In this modern globalized era, money launderers, terrorist financiers and other criminal elements came up with a slew of resourceful ways to accomplish their malicious desires. It is a common practice of these groups to misuse the services of legitimate businesses such as banks and other Financial Institutions (FIs) to convert ill-gotten gains into ‘good money’. Whereas, to counter such criminal activities, FIs rely on procedures and systems that aim at acquiring customer knowledge.

One of the major issues is that most legitimate entities turn out not to be compliant with the AML (Anti-Money Laundering) regulations. This increases the probability of bad actors to finance terrorists and drug dealers. Any legal entity that knowingly or unknowingly became part of money laundering or terrorist financing will suffer from enormous regulatory penalties. Therefore, it is crucially important for FIs to establish a strong internal system of controls that, even when criminals are using the best effort and abilities to elude the rules. It allows them to identify fraudulent entities and unusual money flows. 

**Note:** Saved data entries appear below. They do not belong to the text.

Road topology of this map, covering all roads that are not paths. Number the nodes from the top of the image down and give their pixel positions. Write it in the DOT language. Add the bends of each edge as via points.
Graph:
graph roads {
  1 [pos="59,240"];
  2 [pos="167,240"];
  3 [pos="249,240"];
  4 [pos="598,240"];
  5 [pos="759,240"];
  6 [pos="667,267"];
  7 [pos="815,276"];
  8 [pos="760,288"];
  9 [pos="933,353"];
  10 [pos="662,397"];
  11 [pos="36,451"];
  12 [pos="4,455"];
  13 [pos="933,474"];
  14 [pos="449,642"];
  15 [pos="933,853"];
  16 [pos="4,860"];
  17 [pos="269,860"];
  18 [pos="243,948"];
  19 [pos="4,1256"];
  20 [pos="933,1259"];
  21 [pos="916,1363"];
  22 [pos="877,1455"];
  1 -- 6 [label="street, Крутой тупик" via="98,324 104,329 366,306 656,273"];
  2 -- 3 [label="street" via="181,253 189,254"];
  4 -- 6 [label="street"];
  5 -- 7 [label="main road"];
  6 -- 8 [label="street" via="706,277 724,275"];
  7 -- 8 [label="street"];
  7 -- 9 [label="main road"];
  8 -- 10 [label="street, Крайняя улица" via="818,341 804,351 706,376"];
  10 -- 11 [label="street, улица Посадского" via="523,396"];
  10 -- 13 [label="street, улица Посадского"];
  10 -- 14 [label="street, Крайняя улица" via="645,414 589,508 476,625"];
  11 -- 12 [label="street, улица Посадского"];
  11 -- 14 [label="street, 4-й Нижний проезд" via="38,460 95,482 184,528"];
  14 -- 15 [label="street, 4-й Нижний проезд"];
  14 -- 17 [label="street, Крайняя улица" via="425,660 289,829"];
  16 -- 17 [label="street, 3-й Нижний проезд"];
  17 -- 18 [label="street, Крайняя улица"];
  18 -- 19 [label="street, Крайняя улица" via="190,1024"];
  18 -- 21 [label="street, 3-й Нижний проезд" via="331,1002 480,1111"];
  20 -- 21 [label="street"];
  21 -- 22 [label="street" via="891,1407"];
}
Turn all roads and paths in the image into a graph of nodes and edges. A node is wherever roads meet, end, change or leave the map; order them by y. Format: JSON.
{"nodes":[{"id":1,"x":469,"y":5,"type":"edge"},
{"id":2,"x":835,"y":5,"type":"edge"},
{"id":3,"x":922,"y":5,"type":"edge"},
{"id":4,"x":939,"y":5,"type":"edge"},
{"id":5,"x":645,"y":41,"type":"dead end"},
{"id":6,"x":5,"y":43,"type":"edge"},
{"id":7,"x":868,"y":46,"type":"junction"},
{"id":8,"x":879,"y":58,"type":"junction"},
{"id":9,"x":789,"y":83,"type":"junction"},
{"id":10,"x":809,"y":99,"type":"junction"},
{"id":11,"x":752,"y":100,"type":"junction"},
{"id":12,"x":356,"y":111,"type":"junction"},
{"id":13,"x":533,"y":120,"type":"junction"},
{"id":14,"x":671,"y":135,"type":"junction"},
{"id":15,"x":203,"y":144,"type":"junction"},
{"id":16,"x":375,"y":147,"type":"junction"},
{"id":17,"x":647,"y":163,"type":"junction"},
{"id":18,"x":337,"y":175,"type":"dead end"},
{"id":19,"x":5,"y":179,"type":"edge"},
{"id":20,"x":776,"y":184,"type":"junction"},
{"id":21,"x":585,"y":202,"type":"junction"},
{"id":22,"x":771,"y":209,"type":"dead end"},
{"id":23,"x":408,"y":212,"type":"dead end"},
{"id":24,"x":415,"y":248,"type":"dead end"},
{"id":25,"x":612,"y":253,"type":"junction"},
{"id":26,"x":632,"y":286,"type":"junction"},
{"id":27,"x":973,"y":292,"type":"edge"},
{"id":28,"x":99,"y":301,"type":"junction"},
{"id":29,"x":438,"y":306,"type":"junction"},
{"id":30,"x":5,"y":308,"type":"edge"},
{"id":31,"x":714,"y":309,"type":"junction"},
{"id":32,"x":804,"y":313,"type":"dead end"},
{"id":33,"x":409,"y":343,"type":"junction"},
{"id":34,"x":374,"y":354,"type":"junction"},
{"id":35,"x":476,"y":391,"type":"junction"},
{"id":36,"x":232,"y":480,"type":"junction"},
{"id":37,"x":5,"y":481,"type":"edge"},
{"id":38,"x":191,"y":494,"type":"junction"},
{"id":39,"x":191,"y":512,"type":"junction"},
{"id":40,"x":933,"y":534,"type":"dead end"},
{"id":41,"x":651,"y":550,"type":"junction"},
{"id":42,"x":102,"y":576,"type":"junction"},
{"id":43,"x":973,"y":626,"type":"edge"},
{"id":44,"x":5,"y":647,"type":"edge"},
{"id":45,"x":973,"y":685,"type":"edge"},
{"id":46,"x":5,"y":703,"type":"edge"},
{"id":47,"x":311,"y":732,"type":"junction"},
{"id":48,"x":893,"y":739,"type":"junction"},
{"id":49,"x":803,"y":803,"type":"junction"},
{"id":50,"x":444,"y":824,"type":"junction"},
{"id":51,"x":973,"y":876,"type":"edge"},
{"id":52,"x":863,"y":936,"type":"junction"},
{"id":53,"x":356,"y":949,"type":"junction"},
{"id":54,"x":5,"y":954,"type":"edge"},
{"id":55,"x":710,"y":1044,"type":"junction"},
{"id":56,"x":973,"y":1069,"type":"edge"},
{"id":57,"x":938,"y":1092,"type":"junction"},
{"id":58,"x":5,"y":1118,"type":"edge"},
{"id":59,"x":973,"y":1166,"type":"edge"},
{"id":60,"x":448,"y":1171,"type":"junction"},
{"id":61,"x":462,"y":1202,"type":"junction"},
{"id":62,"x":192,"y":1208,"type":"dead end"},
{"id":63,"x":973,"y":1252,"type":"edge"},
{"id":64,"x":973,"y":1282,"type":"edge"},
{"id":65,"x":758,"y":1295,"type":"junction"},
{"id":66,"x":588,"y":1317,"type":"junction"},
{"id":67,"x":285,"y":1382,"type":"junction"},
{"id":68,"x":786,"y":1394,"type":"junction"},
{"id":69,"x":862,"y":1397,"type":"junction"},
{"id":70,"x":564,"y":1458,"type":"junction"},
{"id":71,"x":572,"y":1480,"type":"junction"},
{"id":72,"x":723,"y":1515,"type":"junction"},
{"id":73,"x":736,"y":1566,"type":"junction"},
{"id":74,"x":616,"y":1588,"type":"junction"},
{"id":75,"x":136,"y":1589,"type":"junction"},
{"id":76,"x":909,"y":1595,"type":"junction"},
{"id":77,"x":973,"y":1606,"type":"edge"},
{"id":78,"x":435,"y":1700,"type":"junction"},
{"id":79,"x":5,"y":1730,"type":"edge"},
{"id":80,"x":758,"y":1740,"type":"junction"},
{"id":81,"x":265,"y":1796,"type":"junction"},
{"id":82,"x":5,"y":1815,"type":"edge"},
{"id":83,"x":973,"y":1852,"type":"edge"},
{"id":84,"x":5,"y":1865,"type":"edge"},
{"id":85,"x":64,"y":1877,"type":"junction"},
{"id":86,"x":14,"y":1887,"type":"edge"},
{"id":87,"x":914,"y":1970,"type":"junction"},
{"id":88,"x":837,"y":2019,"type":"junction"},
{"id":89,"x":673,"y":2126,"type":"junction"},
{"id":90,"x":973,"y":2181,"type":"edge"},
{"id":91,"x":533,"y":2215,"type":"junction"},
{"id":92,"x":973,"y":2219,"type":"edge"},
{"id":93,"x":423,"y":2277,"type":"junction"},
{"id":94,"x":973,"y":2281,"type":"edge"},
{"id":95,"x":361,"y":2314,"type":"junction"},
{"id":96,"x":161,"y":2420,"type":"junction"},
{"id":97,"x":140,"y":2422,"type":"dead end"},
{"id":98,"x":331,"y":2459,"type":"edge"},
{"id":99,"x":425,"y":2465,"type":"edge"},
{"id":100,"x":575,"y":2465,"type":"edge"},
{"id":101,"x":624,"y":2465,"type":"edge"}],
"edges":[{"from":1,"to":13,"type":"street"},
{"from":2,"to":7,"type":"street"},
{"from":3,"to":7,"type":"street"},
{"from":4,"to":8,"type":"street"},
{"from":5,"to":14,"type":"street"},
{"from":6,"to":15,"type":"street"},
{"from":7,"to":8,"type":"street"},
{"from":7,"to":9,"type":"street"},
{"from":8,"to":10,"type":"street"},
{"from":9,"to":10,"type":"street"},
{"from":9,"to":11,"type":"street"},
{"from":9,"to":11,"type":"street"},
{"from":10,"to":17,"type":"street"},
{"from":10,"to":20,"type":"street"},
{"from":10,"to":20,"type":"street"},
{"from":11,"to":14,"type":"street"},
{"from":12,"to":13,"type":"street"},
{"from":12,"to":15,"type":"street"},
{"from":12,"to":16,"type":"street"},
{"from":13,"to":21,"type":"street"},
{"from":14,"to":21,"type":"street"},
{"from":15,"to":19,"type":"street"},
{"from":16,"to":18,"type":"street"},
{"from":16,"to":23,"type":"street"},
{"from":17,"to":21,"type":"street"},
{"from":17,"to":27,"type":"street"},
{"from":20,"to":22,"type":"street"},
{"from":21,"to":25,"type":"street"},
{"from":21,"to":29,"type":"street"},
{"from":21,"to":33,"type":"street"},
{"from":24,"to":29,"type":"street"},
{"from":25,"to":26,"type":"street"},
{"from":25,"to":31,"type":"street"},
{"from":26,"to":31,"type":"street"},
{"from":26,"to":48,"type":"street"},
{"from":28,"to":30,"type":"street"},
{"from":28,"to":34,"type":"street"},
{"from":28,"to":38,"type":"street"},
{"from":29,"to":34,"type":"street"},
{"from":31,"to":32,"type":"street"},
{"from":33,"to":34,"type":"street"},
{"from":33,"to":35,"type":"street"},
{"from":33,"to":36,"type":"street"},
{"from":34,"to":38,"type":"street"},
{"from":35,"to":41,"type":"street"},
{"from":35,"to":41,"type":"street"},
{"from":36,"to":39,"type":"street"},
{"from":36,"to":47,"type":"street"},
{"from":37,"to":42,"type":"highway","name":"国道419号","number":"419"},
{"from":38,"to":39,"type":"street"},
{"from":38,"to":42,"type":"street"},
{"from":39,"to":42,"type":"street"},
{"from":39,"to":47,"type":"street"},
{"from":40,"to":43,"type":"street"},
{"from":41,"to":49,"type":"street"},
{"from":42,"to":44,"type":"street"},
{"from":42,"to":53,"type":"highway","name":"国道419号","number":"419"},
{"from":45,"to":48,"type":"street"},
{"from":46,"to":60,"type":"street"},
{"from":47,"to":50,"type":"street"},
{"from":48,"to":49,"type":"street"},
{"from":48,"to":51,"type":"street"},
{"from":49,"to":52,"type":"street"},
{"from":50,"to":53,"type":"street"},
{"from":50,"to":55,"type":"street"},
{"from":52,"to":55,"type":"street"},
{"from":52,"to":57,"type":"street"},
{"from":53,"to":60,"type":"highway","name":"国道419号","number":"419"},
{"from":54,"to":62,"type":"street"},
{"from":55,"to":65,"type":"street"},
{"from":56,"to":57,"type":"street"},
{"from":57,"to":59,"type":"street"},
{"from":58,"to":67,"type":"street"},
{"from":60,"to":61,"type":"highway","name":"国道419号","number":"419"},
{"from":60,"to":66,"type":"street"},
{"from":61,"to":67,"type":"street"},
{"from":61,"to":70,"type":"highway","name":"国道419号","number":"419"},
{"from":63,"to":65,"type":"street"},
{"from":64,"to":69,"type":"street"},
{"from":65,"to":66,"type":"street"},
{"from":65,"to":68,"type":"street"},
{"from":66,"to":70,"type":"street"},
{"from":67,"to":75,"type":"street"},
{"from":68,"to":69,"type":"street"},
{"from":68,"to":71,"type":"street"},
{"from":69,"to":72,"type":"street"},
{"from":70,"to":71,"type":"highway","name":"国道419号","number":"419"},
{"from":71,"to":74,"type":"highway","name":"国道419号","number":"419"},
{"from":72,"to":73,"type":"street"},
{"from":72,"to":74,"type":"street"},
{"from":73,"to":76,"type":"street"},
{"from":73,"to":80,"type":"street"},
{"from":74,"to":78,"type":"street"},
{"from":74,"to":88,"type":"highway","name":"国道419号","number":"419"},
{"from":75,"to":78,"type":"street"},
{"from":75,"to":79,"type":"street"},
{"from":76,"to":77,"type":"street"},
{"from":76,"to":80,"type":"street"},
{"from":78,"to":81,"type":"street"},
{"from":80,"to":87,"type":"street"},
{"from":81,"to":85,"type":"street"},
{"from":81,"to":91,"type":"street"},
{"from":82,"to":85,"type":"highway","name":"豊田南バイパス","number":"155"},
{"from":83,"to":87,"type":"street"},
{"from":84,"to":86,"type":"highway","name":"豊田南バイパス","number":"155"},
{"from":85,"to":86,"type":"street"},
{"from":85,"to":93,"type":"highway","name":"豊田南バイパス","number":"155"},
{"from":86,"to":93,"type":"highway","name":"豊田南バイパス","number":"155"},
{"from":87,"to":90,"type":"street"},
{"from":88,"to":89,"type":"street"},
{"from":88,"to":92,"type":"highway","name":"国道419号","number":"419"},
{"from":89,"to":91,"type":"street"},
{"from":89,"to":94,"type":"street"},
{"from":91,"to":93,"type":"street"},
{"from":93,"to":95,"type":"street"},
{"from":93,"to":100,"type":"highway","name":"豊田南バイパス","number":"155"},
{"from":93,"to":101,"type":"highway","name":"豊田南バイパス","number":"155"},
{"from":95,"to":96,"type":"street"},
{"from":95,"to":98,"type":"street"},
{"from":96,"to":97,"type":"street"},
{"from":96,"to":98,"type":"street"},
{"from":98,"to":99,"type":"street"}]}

When an entity makes substantial profits, it finds ways to use or save funds without moving the attention of inspectors on underlying suspicious activity or on criminal entities that are doing so. In money laundering, criminals disguise their sources of money, change the form or transfer it to a place that seems less likely to grab attention. Embezzle funds are converted into good money to ‘enjoy it’. 

Palermo Convention or United Nations Conventions Against Transactional Organized Crime states money-laundering as:

“The conversion or transfer of property intentionally knowing that it is a proceed of crime, to conceal the illicit origin of money or helping an individual who is involved in predicate offence and wants to evade legal consequences of his action.”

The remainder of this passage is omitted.